L'Allemagne, cible centrale de ces attaques
Depuis l'invasion russe de l'Ukraine en février 2022, les pays européens accusent la Russie de mener une guerre "hybride" contre eux — un mélange de moyens non conventionnels qui peut inclure du sabotage et des campagnes de désinformation. Premier soutien de l'Ukraine en Europe et plateforme logistique clé pour l'Otan, l'Allemagne se considère comme une cible centrale de ces attaques.
Berlin observe "depuis un certain temps une augmentation massive des activités hybrides menaçantes de la part de la Russie", qui vont "des campagnes de désinformation à l’espionnage et aux cyberattaques, jusqu'aux tentatives de sabotage", a souligné vendredi le même porte-parole du ministère des Affaires étrangères.
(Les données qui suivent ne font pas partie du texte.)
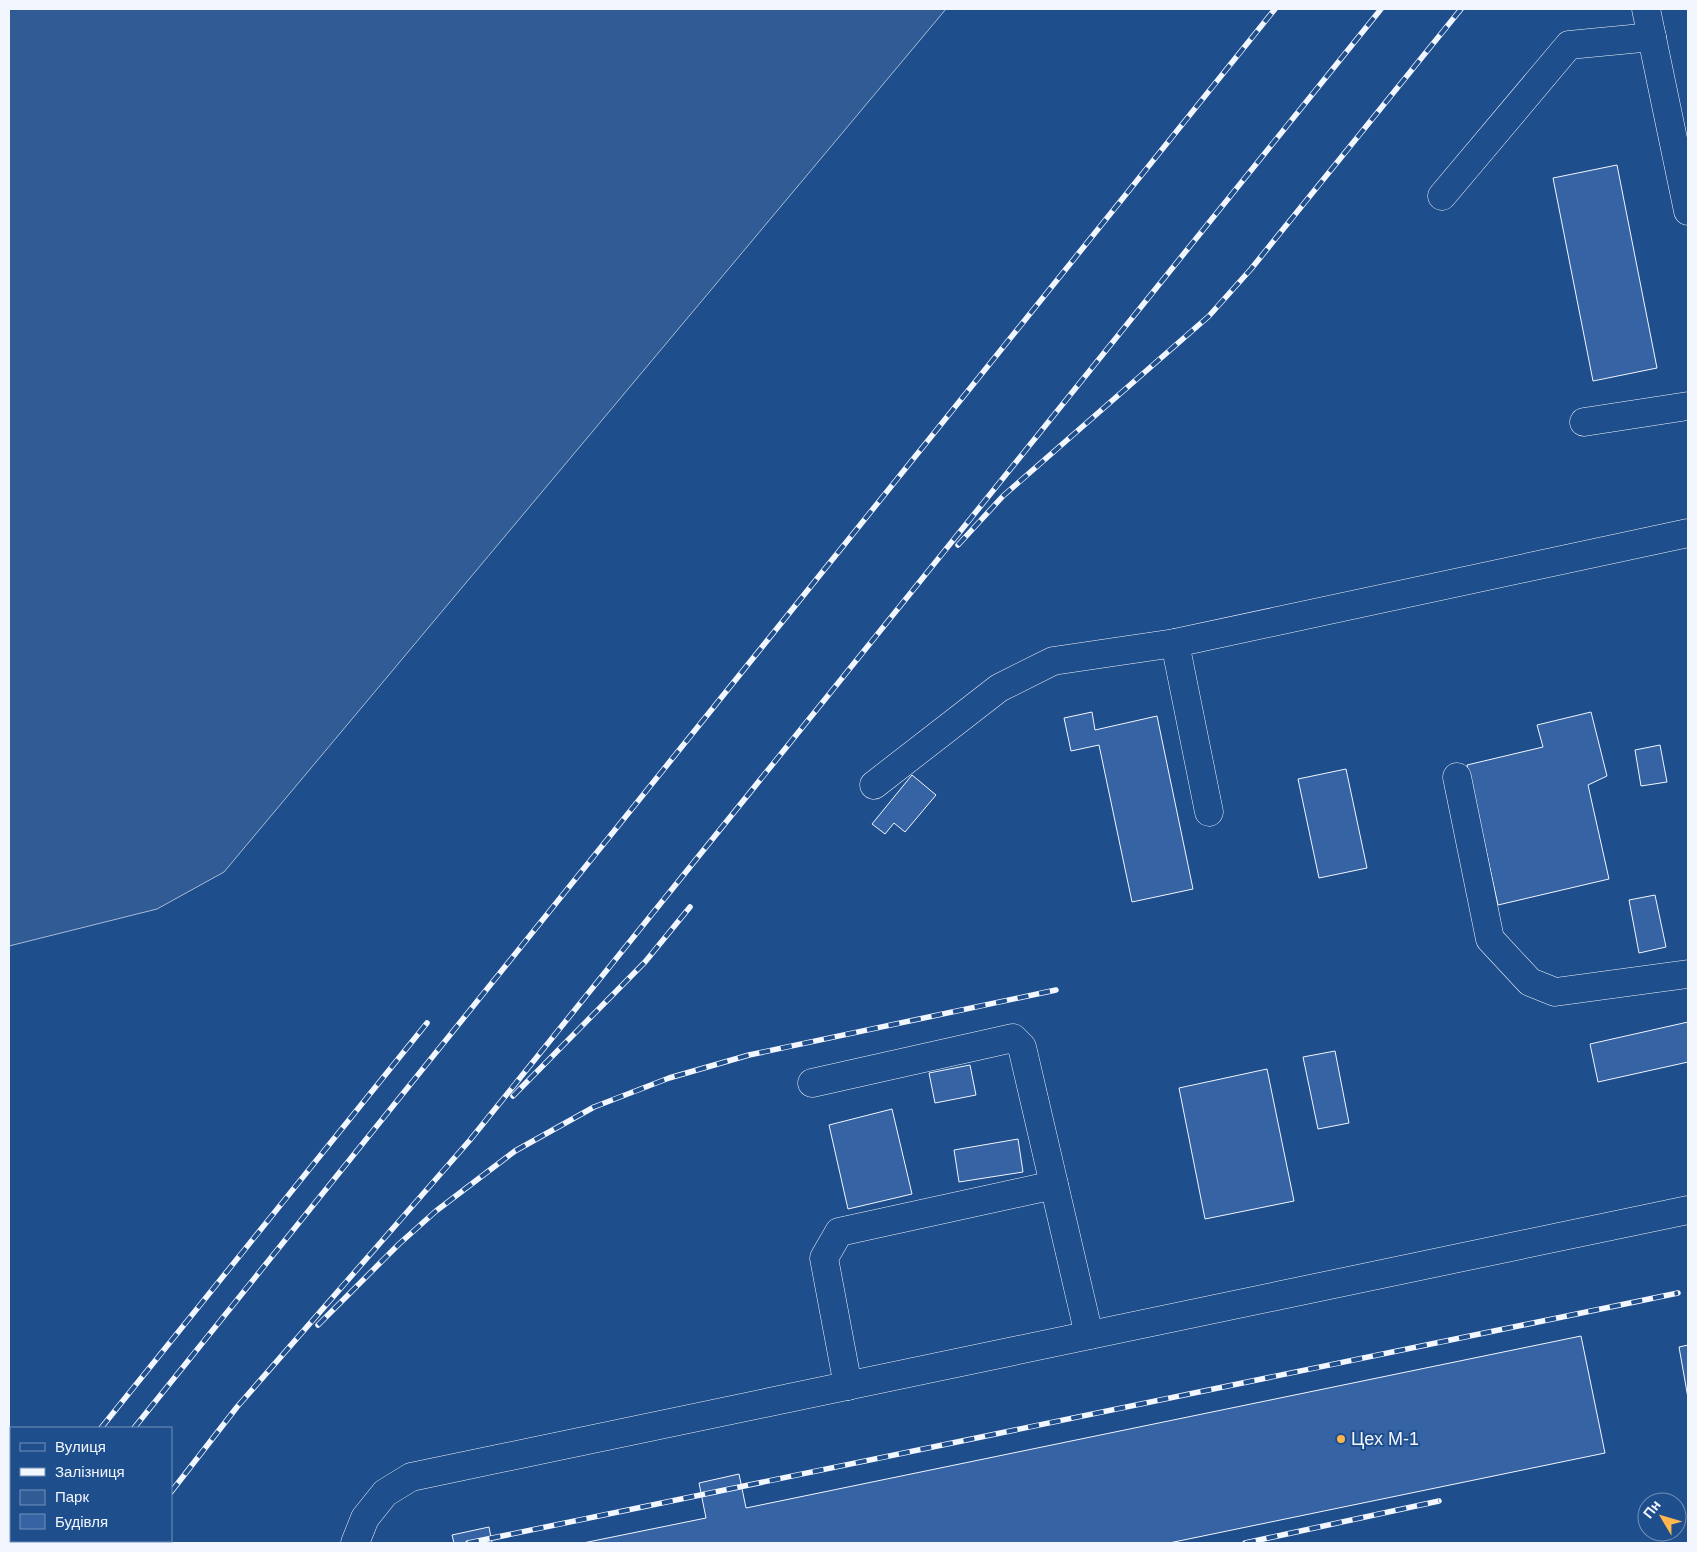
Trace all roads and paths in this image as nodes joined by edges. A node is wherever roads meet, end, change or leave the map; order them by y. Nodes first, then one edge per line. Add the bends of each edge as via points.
1 (1646, 9) edge
2 (1652, 37) junction
3 (1442, 196) dead end
4 (1687, 198) edge
5 (1688, 406) edge
6 (1584, 422) dead end
7 (1688, 533) edge
8 (1175, 643) junction
9 (1457, 777) dead end
10 (874, 785) dead end
11 (1209, 812) dead end
12 (1688, 974) edge
13 (812, 1083) dead end
14 (1054, 1185) junction
15 (1688, 1210) edge
16 (1089, 1335) junction
17 (848, 1386) junction
18 (355, 1543) edge

1 - 2 lane
2 - 3 lane via 1569,45
2 - 4 lane
5 - 6 lane
7 - 8 lane
8 - 10 lane via 1053,661 999,688
8 - 11 lane
9 - 12 lane via 1490,939 1530,982 1555,992
13 - 14 lane via 1013,1038 1022,1046
14 - 16 lane
14 - 17 lane via 839,1232 824,1258
15 - 16 lane
16 - 17 lane
17 - 18 lane via 411,1477 385,1493 365,1518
Moscou menace "de façon très concrète notre sécurité" en cherchant à "diviser la société, semer la méfiance, susciter le rejet et affaiblir la confiance dans les institutions démocratiques", a-t-il dénoncé.
Ces opérations pourraient s'accroître à l'occasion d'une série d'élections régionales en Allemagne en 2026, a estimé lundi le chef du renseignement intérieur allemand. Le parti d'extrême droite AfD, prorusse et antimigrants, peut espérer des gains considérables dans ces cinq régions, voire prendre le contrôle de certaines. Principale force d'opposition dans le pays après une deuxième place historique au scrutin législatif de février, l'AfD est suspecté par les autres partis de récolter des informations sensibles sur les infrastructures allemandes pour les transmettre à Moscou.